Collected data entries

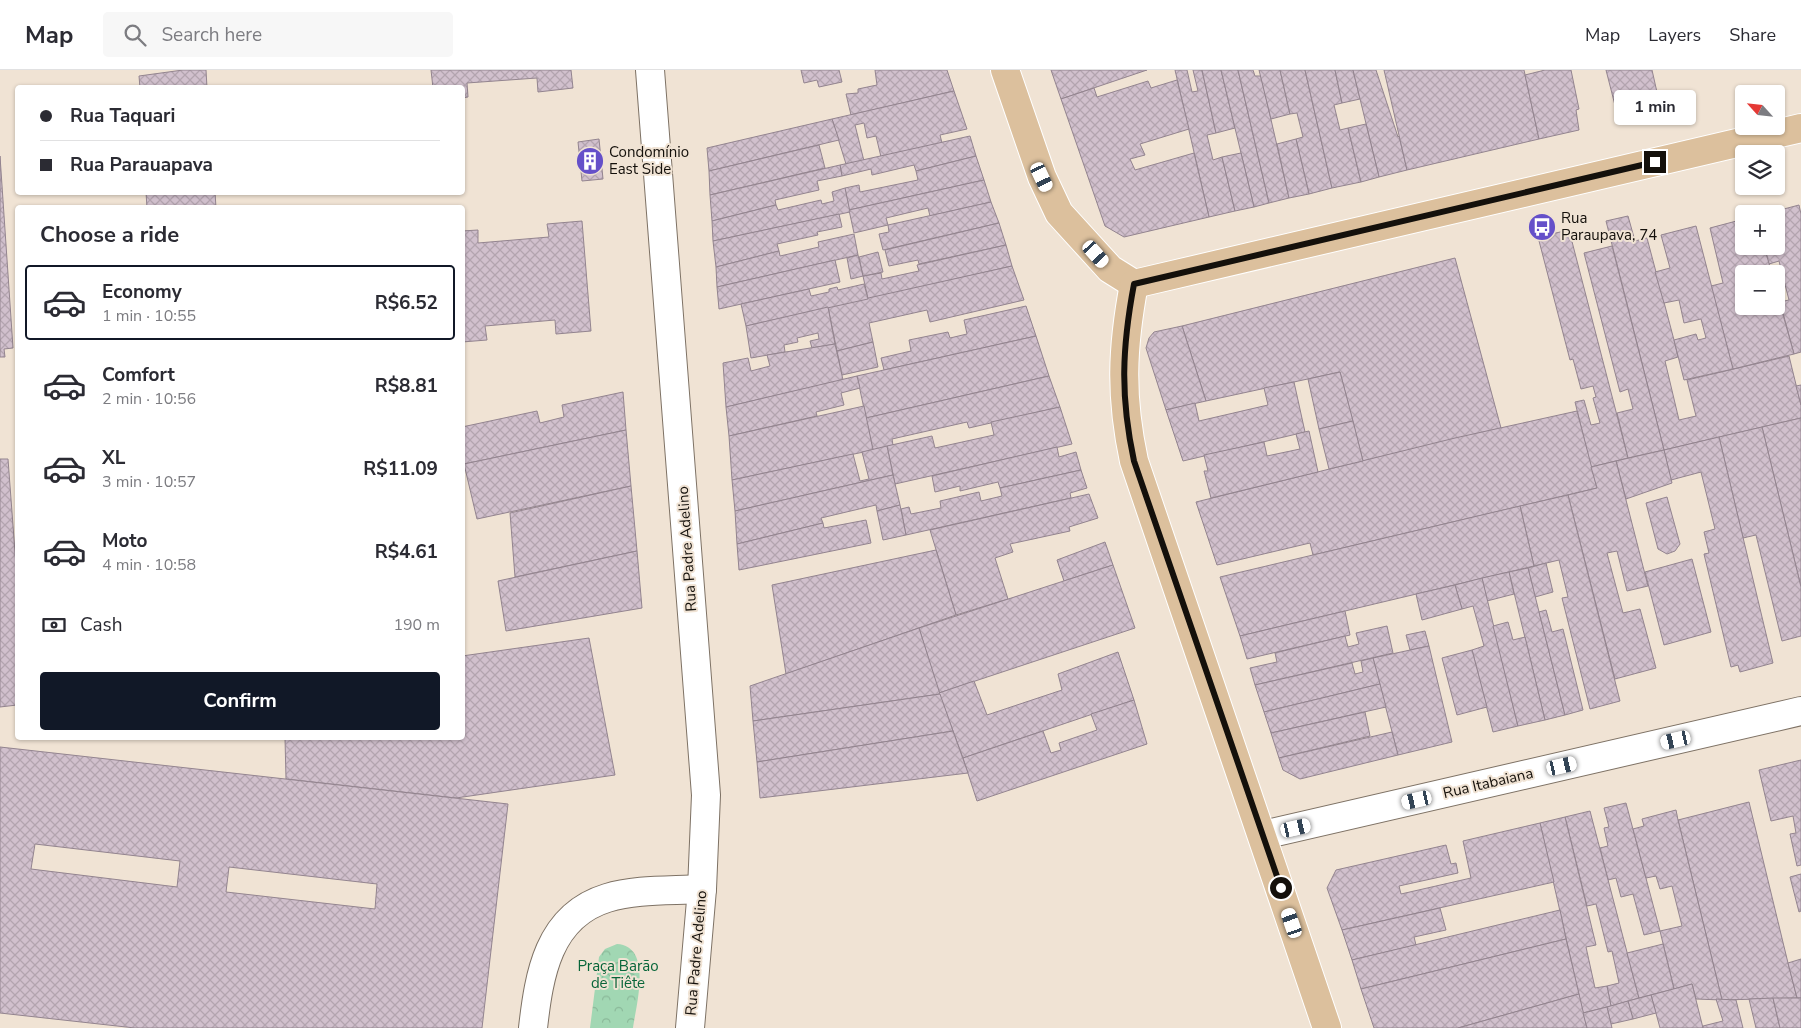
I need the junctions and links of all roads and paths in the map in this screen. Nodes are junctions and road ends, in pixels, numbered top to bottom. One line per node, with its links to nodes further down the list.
1 (650, 70): 7 (street, Rua Padre Adelino)
2 (1005, 70): 4 (main road)
3 (1801, 128): 4 (main road)
4 (1134, 284): 6 (main road)
5 (1801, 711): 6 (street, Rua Itabaiana)
6 (1263, 836): 10 (main road)
7 (702, 889): 8 (street); 9 (street, Rua Padre Adelino)
8 (533, 1028)
9 (690, 1028)
10 (1327, 1028)

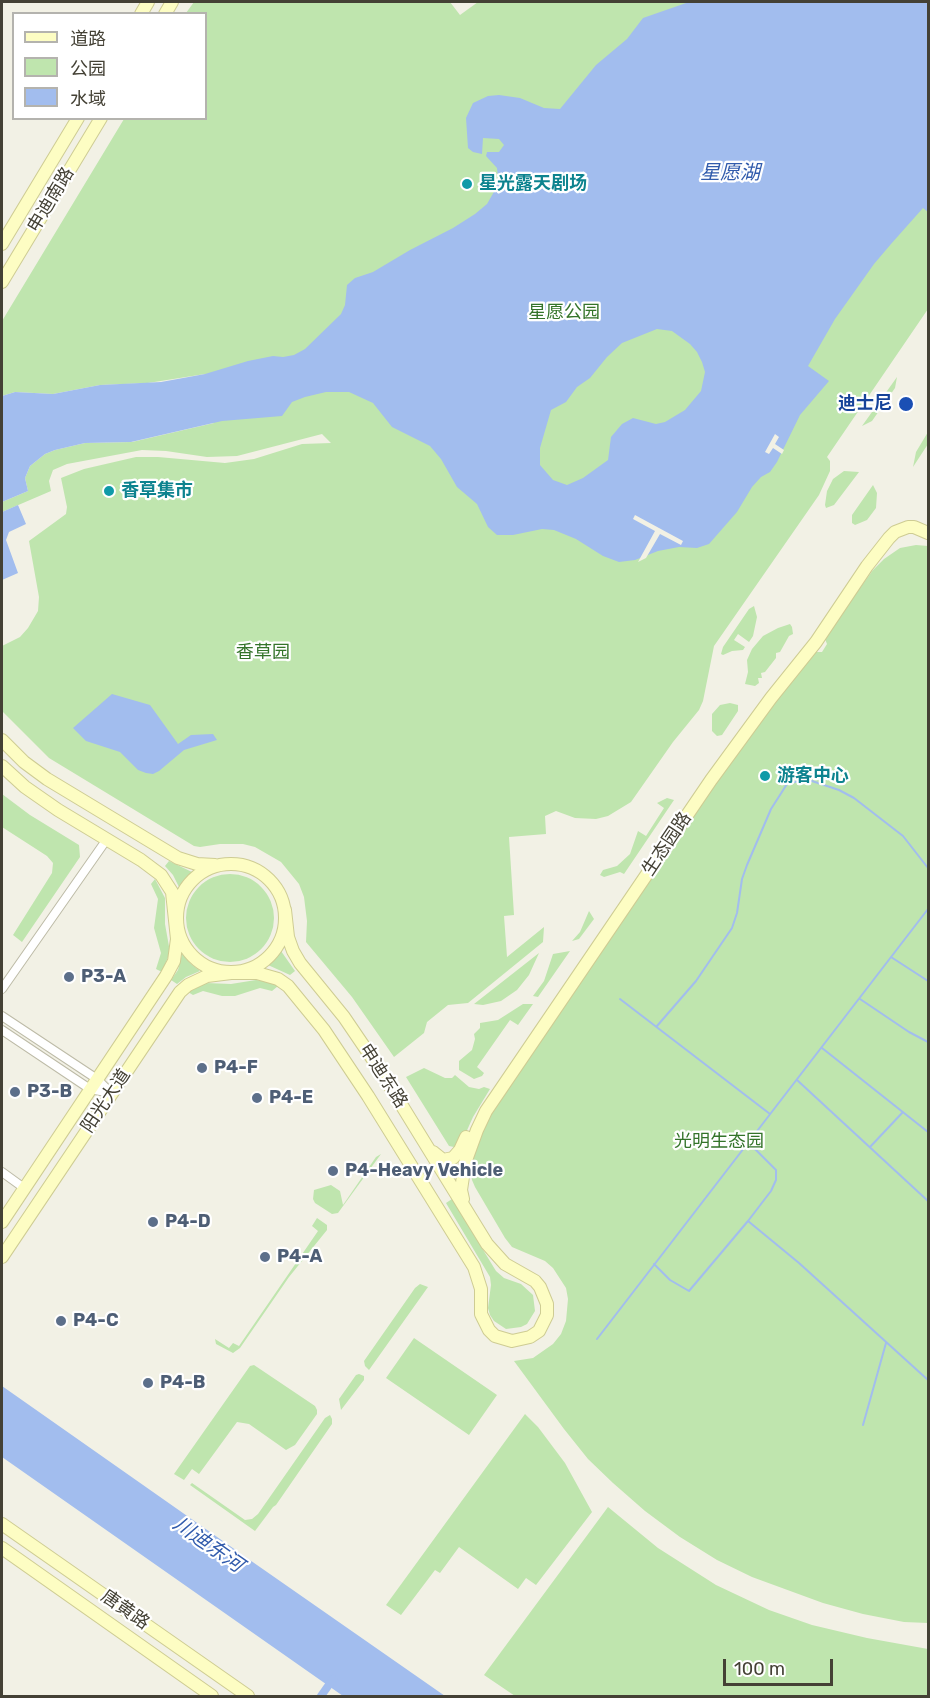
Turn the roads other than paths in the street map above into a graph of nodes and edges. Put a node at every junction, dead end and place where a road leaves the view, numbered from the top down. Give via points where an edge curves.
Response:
1 (77, 120) edge
2 (100, 120) edge
3 (2, 244) edge
4 (2, 282) edge
5 (928, 525) edge
6 (928, 533) edge
7 (2, 740) edge
8 (2, 766) edge
9 (107, 839) junction
10 (222, 864) junction
11 (285, 910) junction
12 (177, 926) junction
13 (231, 972) junction
14 (2, 989) edge
15 (2, 1016) edge
16 (2, 1030) edge
17 (94, 1084) junction
18 (111, 1093) junction
19 (430, 1149) junction
20 (2, 1172) edge
21 (24, 1188) junction
22 (465, 1206) junction
23 (2, 1222) edge
24 (2, 1257) edge
25 (2, 1524) edge
26 (2, 1548) edge
27 (212, 1696) edge
28 (248, 1696) edge

1 - 3 street, 申迪南路
2 - 4 street, 申迪南路
5 - 19 street, 生态园路 via 917,519 904,520 876,541 805,646 744,723 511,1060 480,1108 457,1155 443,1160
6 - 22 street, 生态园路 via 908,527 889,538 711,780 486,1111 465,1163 461,1190
7 - 10 street via 47,779 178,858 197,864
8 - 9 street via 58,810
9 - 12 street via 160,875 171,892
9 - 14 street
10 - 11 street via 255,869 269,879
10 - 12 street via 191,881 181,896
11 - 13 street via 280,941 272,953 248,970
11 - 19 street, 申迪东路 via 293,951 356,1035
12 - 13 street via 188,952 200,963
12 - 17 street, 阳光大道 via 174,961
13 - 18 street, 阳光大道 via 207,976 180,992
13 - 22 street, 申迪东路 via 269,975 288,986 350,1069 467,1255 479,1277 481,1314 489,1330 504,1340 530,1337 539,1331 547,1315 544,1294 534,1281 505,1264 487,1244
15 - 17 street
16 - 17 street
17 - 18 street
17 - 21 street, 阳光大道
18 - 24 street, 阳光大道
19 - 22 street, 申迪东路
20 - 21 street
21 - 23 street, 阳光大道
25 - 28 street, 唐黄路
26 - 27 street, 唐黄路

## [The task]
Reproduce, without alteration and without pictures, only those lines that lie between the first line of the entries above and the line containing "Turn the roads", both of them included.

## [Written answer]
I need the junctions and links of all roads and paths in the map in this screen. Nodes are junctions and road ends, in pixels, numbered top to bottom. One line per node, with its links to nodes further down the list.
1 (650, 70): 7 (street, Rua Padre Adelino)
2 (1005, 70): 4 (main road)
3 (1801, 128): 4 (main road)
4 (1134, 284): 6 (main road)
5 (1801, 711): 6 (street, Rua Itabaiana)
6 (1263, 836): 10 (main road)
7 (702, 889): 8 (street); 9 (street, Rua Padre Adelino)
8 (533, 1028)
9 (690, 1028)
10 (1327, 1028)

Turn the roads other than paths in the street map above into a graph of nodes and edges. Put a node at every junction, dead end and place where a road leaves the view, numbered from the top down. Give via points where an edge curves.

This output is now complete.